(Saved data entries)
* * * * * * * * *

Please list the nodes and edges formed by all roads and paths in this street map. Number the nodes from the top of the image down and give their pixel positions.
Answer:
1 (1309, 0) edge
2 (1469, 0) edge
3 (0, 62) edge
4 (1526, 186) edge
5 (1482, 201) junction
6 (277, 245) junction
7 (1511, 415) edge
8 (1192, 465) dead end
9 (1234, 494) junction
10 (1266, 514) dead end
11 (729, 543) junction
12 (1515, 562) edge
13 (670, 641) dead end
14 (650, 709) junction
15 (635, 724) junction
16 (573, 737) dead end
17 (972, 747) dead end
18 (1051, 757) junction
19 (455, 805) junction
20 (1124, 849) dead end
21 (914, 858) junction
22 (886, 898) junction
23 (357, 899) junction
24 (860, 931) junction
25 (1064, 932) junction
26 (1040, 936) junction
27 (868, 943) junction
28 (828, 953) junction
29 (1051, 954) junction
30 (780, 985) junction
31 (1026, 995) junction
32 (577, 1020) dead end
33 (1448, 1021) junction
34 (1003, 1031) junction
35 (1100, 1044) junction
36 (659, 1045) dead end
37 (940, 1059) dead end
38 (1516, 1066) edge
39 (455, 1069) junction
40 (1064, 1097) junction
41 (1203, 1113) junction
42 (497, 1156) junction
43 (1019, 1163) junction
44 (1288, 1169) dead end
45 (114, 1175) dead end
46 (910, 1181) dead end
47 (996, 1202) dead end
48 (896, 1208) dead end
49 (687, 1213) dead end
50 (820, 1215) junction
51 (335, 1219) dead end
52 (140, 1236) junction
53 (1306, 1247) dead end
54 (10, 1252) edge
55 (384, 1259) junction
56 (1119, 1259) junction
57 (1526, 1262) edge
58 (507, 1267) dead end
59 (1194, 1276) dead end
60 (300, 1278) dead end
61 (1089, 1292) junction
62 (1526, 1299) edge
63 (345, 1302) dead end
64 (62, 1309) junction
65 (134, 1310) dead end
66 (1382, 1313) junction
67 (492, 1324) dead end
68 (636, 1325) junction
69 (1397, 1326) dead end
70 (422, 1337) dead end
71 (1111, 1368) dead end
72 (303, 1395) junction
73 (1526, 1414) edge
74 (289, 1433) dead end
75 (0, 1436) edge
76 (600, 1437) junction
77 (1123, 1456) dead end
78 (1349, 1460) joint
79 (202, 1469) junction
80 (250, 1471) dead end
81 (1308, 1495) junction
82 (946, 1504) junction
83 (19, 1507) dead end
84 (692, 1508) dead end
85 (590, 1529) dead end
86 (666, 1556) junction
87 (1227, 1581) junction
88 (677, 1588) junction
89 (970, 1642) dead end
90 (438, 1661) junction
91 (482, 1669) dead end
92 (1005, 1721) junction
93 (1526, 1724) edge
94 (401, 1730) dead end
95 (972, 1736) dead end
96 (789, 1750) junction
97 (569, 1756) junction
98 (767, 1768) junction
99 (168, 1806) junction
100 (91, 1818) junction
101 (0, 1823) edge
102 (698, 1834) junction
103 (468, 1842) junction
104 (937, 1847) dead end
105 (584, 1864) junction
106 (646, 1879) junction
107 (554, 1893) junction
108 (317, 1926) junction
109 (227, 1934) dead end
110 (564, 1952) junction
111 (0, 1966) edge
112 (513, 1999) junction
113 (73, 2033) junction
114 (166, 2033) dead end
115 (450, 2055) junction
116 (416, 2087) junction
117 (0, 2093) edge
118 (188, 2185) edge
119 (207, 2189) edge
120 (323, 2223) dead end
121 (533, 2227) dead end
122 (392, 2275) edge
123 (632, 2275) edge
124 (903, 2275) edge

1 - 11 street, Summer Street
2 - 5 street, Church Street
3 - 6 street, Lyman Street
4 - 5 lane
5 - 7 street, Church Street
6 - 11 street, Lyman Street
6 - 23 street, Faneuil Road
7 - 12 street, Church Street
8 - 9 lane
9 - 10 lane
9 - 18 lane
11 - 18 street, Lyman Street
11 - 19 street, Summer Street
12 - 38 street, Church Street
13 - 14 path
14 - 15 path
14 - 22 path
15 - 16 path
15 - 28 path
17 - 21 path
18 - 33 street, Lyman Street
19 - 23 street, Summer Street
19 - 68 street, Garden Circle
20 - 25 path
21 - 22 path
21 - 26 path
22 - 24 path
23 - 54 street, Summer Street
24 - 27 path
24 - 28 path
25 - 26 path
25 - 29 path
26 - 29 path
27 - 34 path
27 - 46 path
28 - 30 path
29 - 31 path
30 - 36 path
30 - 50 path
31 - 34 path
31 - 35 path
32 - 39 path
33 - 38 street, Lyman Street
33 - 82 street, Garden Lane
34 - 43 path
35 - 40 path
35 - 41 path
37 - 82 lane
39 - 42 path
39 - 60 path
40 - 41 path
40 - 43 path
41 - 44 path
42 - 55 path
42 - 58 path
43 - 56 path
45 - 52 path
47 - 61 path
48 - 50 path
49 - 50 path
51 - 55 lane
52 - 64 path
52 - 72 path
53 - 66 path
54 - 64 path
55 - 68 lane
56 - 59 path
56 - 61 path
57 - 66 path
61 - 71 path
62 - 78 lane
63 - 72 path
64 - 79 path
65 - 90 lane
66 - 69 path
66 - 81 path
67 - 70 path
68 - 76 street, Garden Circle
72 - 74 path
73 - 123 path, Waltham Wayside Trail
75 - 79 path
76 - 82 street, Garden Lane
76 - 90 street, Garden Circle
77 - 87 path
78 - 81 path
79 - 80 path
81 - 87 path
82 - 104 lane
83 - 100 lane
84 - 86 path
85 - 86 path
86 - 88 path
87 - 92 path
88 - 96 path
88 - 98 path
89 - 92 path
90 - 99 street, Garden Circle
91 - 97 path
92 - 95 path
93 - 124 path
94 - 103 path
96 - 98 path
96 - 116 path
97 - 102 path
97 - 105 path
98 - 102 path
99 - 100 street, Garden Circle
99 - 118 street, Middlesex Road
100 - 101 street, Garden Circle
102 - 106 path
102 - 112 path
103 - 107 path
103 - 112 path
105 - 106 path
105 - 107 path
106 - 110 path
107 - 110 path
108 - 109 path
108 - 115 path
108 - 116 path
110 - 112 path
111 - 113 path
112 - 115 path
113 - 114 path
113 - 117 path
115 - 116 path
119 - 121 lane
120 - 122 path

* * * * * * * * *

* [Exercise]: An exact transcription of the entries is needed, complete to the final line.

* [Exercise solution]:
Please list the nodes and edges formed by all roads and paths in this street map. Number the nodes from the top of the image down and give their pixel positions.
Answer:
1 (1309, 0) edge
2 (1469, 0) edge
3 (0, 62) edge
4 (1526, 186) edge
5 (1482, 201) junction
6 (277, 245) junction
7 (1511, 415) edge
8 (1192, 465) dead end
9 (1234, 494) junction
10 (1266, 514) dead end
11 (729, 543) junction
12 (1515, 562) edge
13 (670, 641) dead end
14 (650, 709) junction
15 (635, 724) junction
16 (573, 737) dead end
17 (972, 747) dead end
18 (1051, 757) junction
19 (455, 805) junction
20 (1124, 849) dead end
21 (914, 858) junction
22 (886, 898) junction
23 (357, 899) junction
24 (860, 931) junction
25 (1064, 932) junction
26 (1040, 936) junction
27 (868, 943) junction
28 (828, 953) junction
29 (1051, 954) junction
30 (780, 985) junction
31 (1026, 995) junction
32 (577, 1020) dead end
33 (1448, 1021) junction
34 (1003, 1031) junction
35 (1100, 1044) junction
36 (659, 1045) dead end
37 (940, 1059) dead end
38 (1516, 1066) edge
39 (455, 1069) junction
40 (1064, 1097) junction
41 (1203, 1113) junction
42 (497, 1156) junction
43 (1019, 1163) junction
44 (1288, 1169) dead end
45 (114, 1175) dead end
46 (910, 1181) dead end
47 (996, 1202) dead end
48 (896, 1208) dead end
49 (687, 1213) dead end
50 (820, 1215) junction
51 (335, 1219) dead end
52 (140, 1236) junction
53 (1306, 1247) dead end
54 (10, 1252) edge
55 (384, 1259) junction
56 (1119, 1259) junction
57 (1526, 1262) edge
58 (507, 1267) dead end
59 (1194, 1276) dead end
60 (300, 1278) dead end
61 (1089, 1292) junction
62 (1526, 1299) edge
63 (345, 1302) dead end
64 (62, 1309) junction
65 (134, 1310) dead end
66 (1382, 1313) junction
67 (492, 1324) dead end
68 (636, 1325) junction
69 (1397, 1326) dead end
70 (422, 1337) dead end
71 (1111, 1368) dead end
72 (303, 1395) junction
73 (1526, 1414) edge
74 (289, 1433) dead end
75 (0, 1436) edge
76 (600, 1437) junction
77 (1123, 1456) dead end
78 (1349, 1460) joint
79 (202, 1469) junction
80 (250, 1471) dead end
81 (1308, 1495) junction
82 (946, 1504) junction
83 (19, 1507) dead end
84 (692, 1508) dead end
85 (590, 1529) dead end
86 (666, 1556) junction
87 (1227, 1581) junction
88 (677, 1588) junction
89 (970, 1642) dead end
90 (438, 1661) junction
91 (482, 1669) dead end
92 (1005, 1721) junction
93 (1526, 1724) edge
94 (401, 1730) dead end
95 (972, 1736) dead end
96 (789, 1750) junction
97 (569, 1756) junction
98 (767, 1768) junction
99 (168, 1806) junction
100 (91, 1818) junction
101 (0, 1823) edge
102 (698, 1834) junction
103 (468, 1842) junction
104 (937, 1847) dead end
105 (584, 1864) junction
106 (646, 1879) junction
107 (554, 1893) junction
108 (317, 1926) junction
109 (227, 1934) dead end
110 (564, 1952) junction
111 (0, 1966) edge
112 (513, 1999) junction
113 (73, 2033) junction
114 (166, 2033) dead end
115 (450, 2055) junction
116 (416, 2087) junction
117 (0, 2093) edge
118 (188, 2185) edge
119 (207, 2189) edge
120 (323, 2223) dead end
121 (533, 2227) dead end
122 (392, 2275) edge
123 (632, 2275) edge
124 (903, 2275) edge

1 - 11 street, Summer Street
2 - 5 street, Church Street
3 - 6 street, Lyman Street
4 - 5 lane
5 - 7 street, Church Street
6 - 11 street, Lyman Street
6 - 23 street, Faneuil Road
7 - 12 street, Church Street
8 - 9 lane
9 - 10 lane
9 - 18 lane
11 - 18 street, Lyman Street
11 - 19 street, Summer Street
12 - 38 street, Church Street
13 - 14 path
14 - 15 path
14 - 22 path
15 - 16 path
15 - 28 path
17 - 21 path
18 - 33 street, Lyman Street
19 - 23 street, Summer Street
19 - 68 street, Garden Circle
20 - 25 path
21 - 22 path
21 - 26 path
22 - 24 path
23 - 54 street, Summer Street
24 - 27 path
24 - 28 path
25 - 26 path
25 - 29 path
26 - 29 path
27 - 34 path
27 - 46 path
28 - 30 path
29 - 31 path
30 - 36 path
30 - 50 path
31 - 34 path
31 - 35 path
32 - 39 path
33 - 38 street, Lyman Street
33 - 82 street, Garden Lane
34 - 43 path
35 - 40 path
35 - 41 path
37 - 82 lane
39 - 42 path
39 - 60 path
40 - 41 path
40 - 43 path
41 - 44 path
42 - 55 path
42 - 58 path
43 - 56 path
45 - 52 path
47 - 61 path
48 - 50 path
49 - 50 path
51 - 55 lane
52 - 64 path
52 - 72 path
53 - 66 path
54 - 64 path
55 - 68 lane
56 - 59 path
56 - 61 path
57 - 66 path
61 - 71 path
62 - 78 lane
63 - 72 path
64 - 79 path
65 - 90 lane
66 - 69 path
66 - 81 path
67 - 70 path
68 - 76 street, Garden Circle
72 - 74 path
73 - 123 path, Waltham Wayside Trail
75 - 79 path
76 - 82 street, Garden Lane
76 - 90 street, Garden Circle
77 - 87 path
78 - 81 path
79 - 80 path
81 - 87 path
82 - 104 lane
83 - 100 lane
84 - 86 path
85 - 86 path
86 - 88 path
87 - 92 path
88 - 96 path
88 - 98 path
89 - 92 path
90 - 99 street, Garden Circle
91 - 97 path
92 - 95 path
93 - 124 path
94 - 103 path
96 - 98 path
96 - 116 path
97 - 102 path
97 - 105 path
98 - 102 path
99 - 100 street, Garden Circle
99 - 118 street, Middlesex Road
100 - 101 street, Garden Circle
102 - 106 path
102 - 112 path
103 - 107 path
103 - 112 path
105 - 106 path
105 - 107 path
106 - 110 path
107 - 110 path
108 - 109 path
108 - 115 path
108 - 116 path
110 - 112 path
111 - 113 path
112 - 115 path
113 - 114 path
113 - 117 path
115 - 116 path
119 - 121 lane
120 - 122 path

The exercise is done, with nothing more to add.